Stored data entries
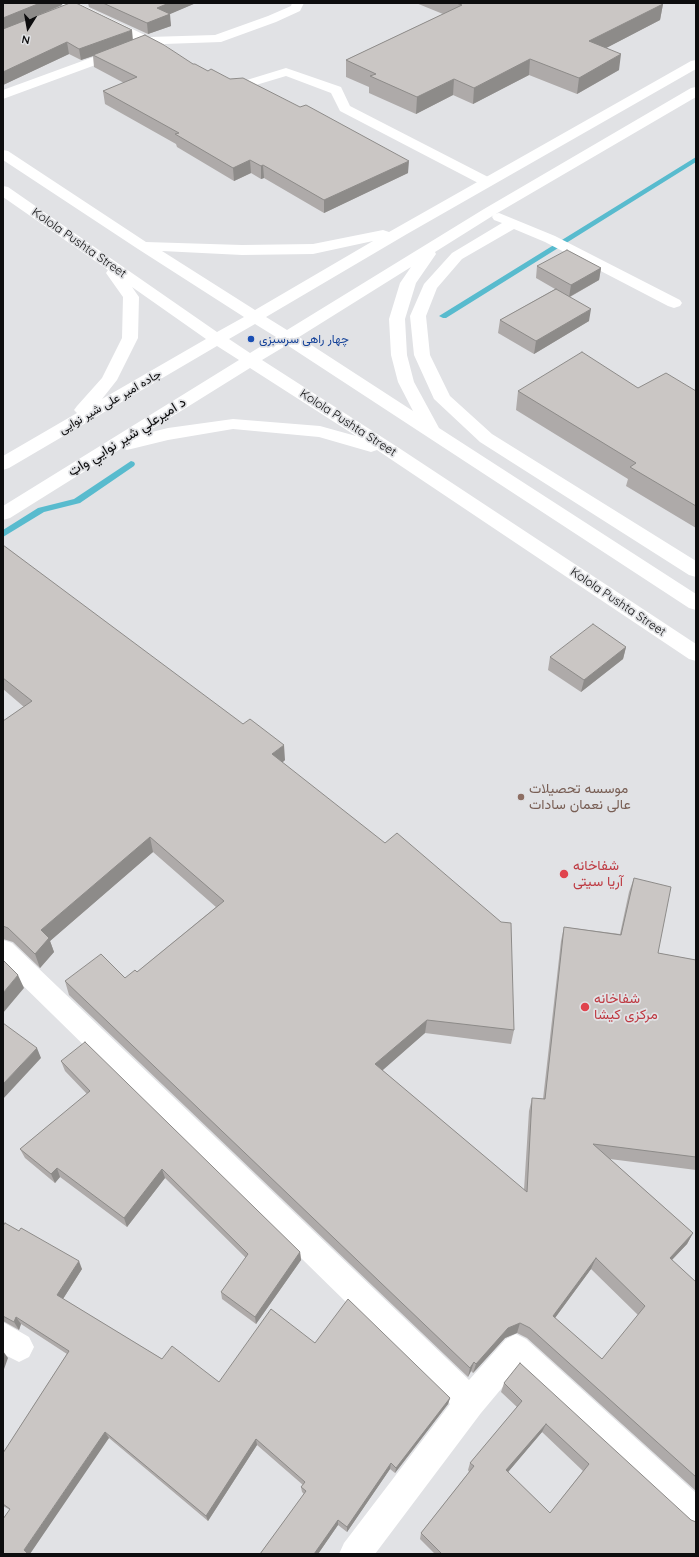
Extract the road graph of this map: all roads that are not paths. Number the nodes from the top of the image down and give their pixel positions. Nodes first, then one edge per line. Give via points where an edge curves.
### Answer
1 (298, 3) edge
2 (72, 6) edge
3 (148, 41) junction
4 (175, 55) edge
5 (696, 64) edge
6 (215, 76) edge
7 (696, 91) edge
8 (3, 95) edge
9 (3, 154) edge
10 (487, 182) junction
11 (3, 190) edge
12 (489, 212) junction
13 (512, 223) junction
14 (402, 231) junction
15 (143, 246) junction
16 (434, 246) junction
17 (108, 264) junction
18 (674, 303) dead end
19 (255, 316) junction
20 (287, 337) junction
21 (217, 339) junction
22 (250, 360) junction
23 (69, 426) junction
24 (433, 432) junction
25 (107, 449) junction
26 (393, 452) junction
27 (3, 464) edge
28 (3, 514) edge
29 (696, 570) edge
30 (696, 603) edge
31 (696, 654) edge
32 (3, 950) edge
33 (470, 1402) junction
34 (696, 1514) edge
35 (355, 1554) edge

1 - 3 main road via 296,8 272,19 217,39
2 - 3 main road
3 - 4 main road
3 - 8 main road
5 - 10 main road, جاده امیر علی شیر نوایی
6 - 10 main road via 236,87 286,72 336,90 345,108
7 - 12 main road, د امیرعلي شیر نوايي واټ
9 - 15 main road
10 - 14 main road, جاده امیر علی شیر نوایی
11 - 17 main road, Kolola Pushta Street
12 - 13 main road
12 - 16 main road, د امیرعلي شیر نوايي واټ
13 - 18 main road via 550,239
13 - 29 main road via 457,256 430,287 418,316 422,355 443,399 486,438
14 - 15 main road via 313,250
14 - 19 main road, جاده امیر علی شیر نوایی
15 - 19 main road
16 - 20 main road, د امیرعلي شیر نوايي واټ
16 - 24 main road via 408,284 397,320 399,355 406,382
17 - 21 main road, Kolola Pushta Street
17 - 23 main road via 131,297 130,338 109,380
19 - 20 main road
19 - 21 main road, جاده امیر علی شیر نوایی
20 - 22 main road, د امیرعلي شیر نوايي واټ
20 - 24 main road
21 - 22 main road, Kolola Pushta Street
21 - 23 main road, جاده امیر علی شیر نوایی
22 - 25 main road, د امیرعلي شیر نوايي واټ
22 - 26 main road, Kolola Pushta Street
23 - 27 main road, جاده امیر علی شیر نوایی
24 - 30 main road
25 - 26 main road via 168,434 233,424 320,432
25 - 28 main road, د امیرعلي شیر نوايي واټ
26 - 31 main road, Kolola Pushta Street
32 - 33 main road
33 - 34 main road via 516,1349
33 - 35 main road

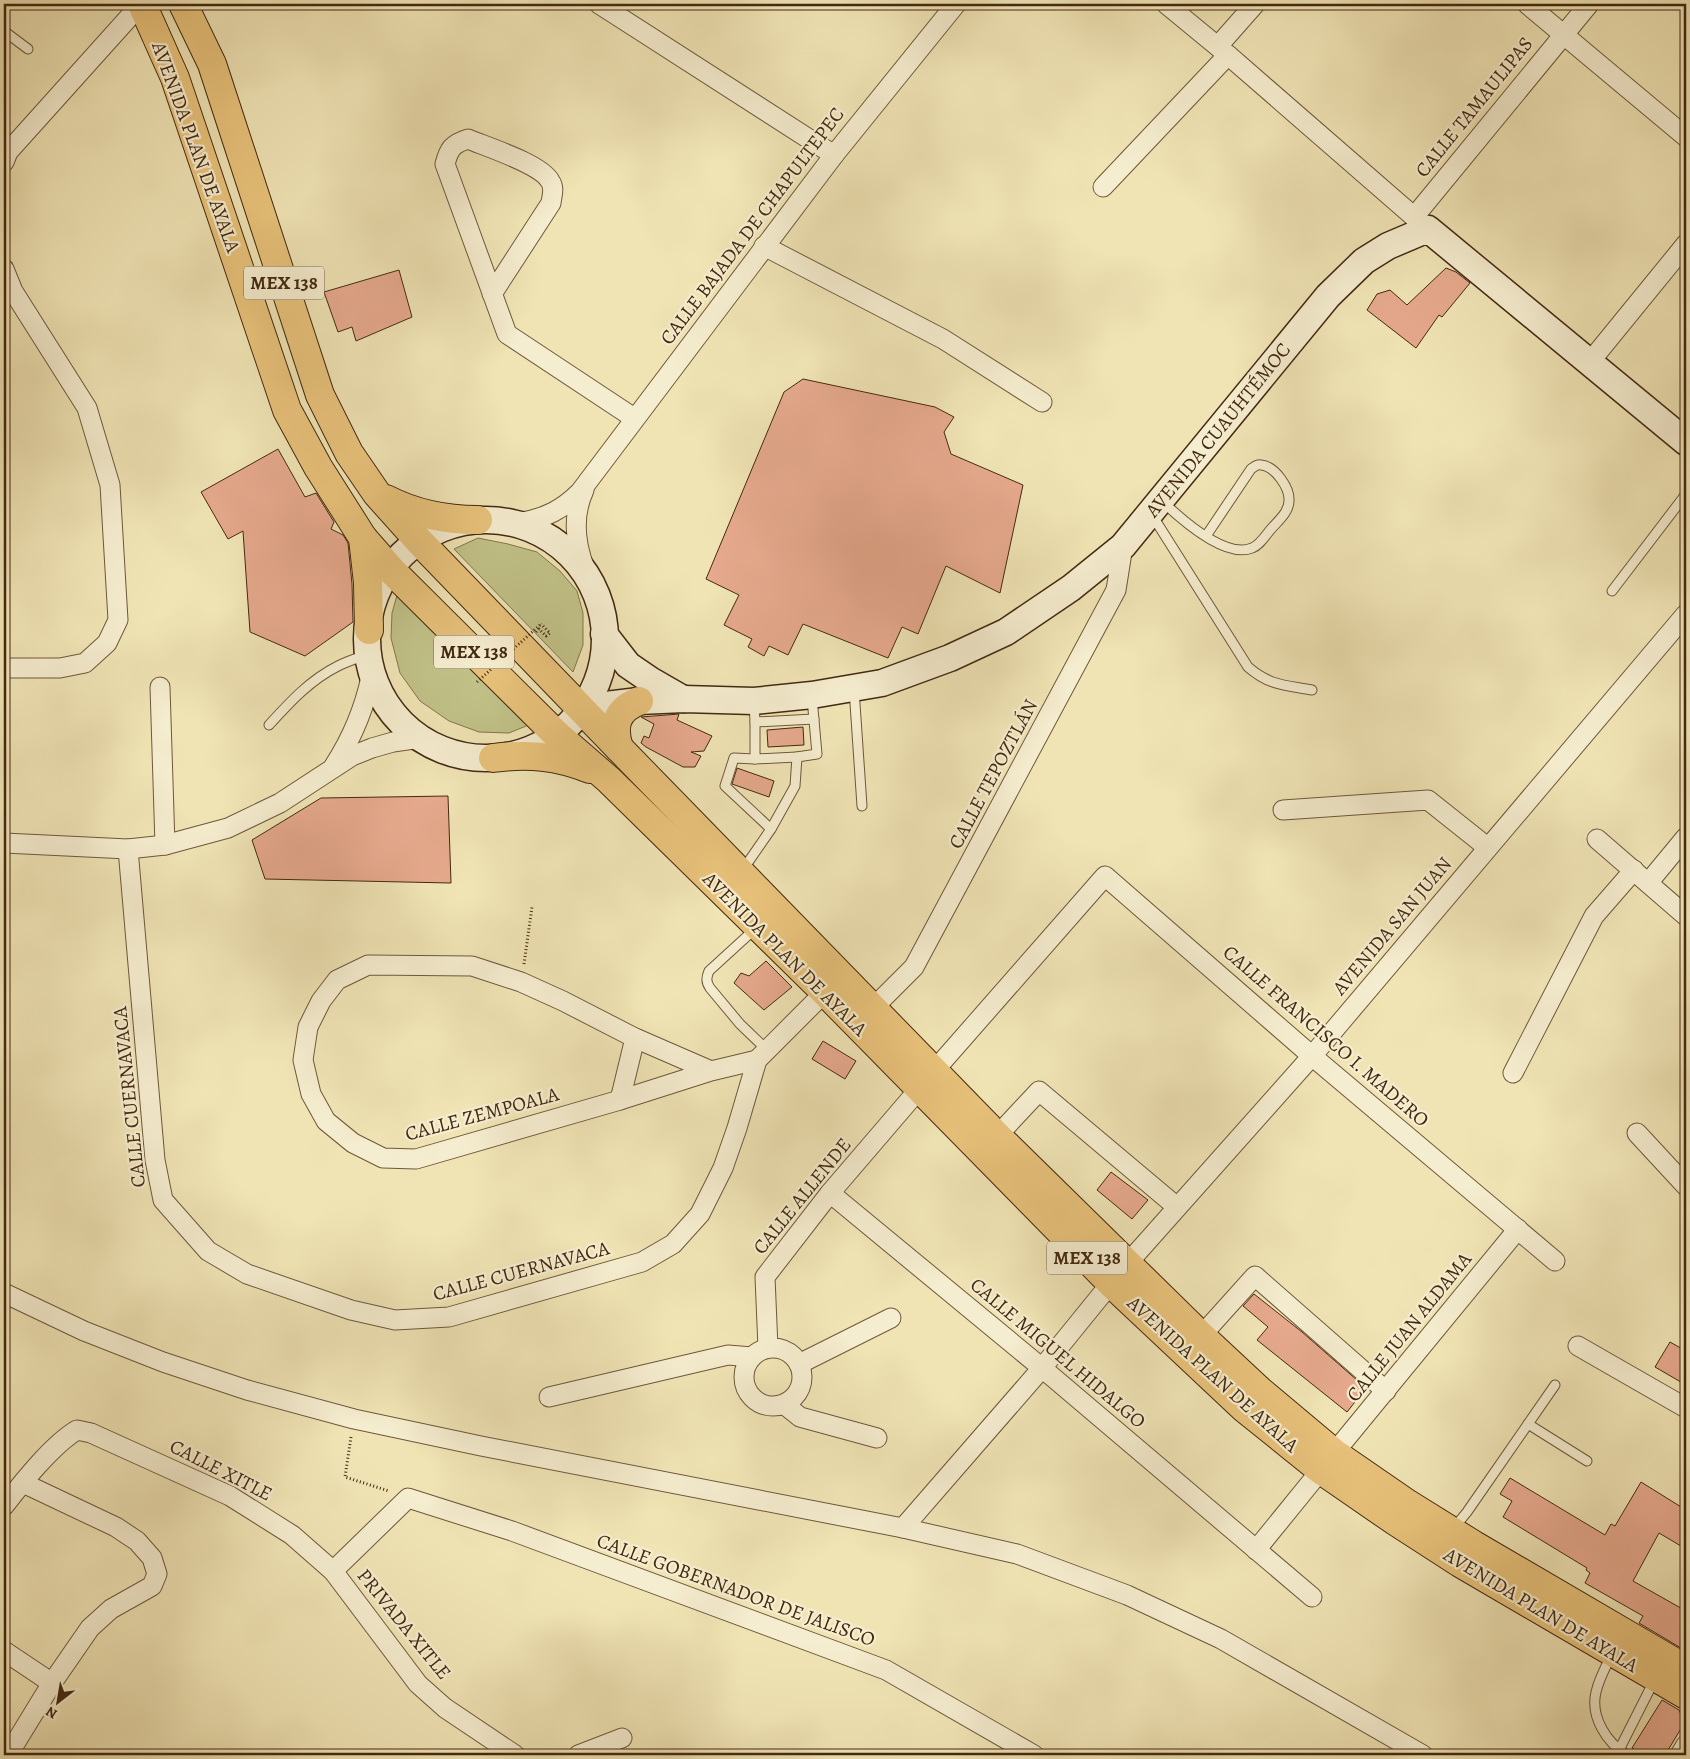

▶ [YOUR TASK]
Please go line by line through the records above, copying each one that holds the string "امیرعلي".

▶ [ANSWER BOX]
7 - 12 main road, د امیرعلي شیر نوايي واټ
12 - 16 main road, د امیرعلي شیر نوايي واټ
16 - 20 main road, د امیرعلي شیر نوايي واټ
20 - 22 main road, د امیرعلي شیر نوايي واټ
22 - 25 main road, د امیرعلي شیر نوايي واټ
25 - 28 main road, د امیرعلي شیر نوايي واټ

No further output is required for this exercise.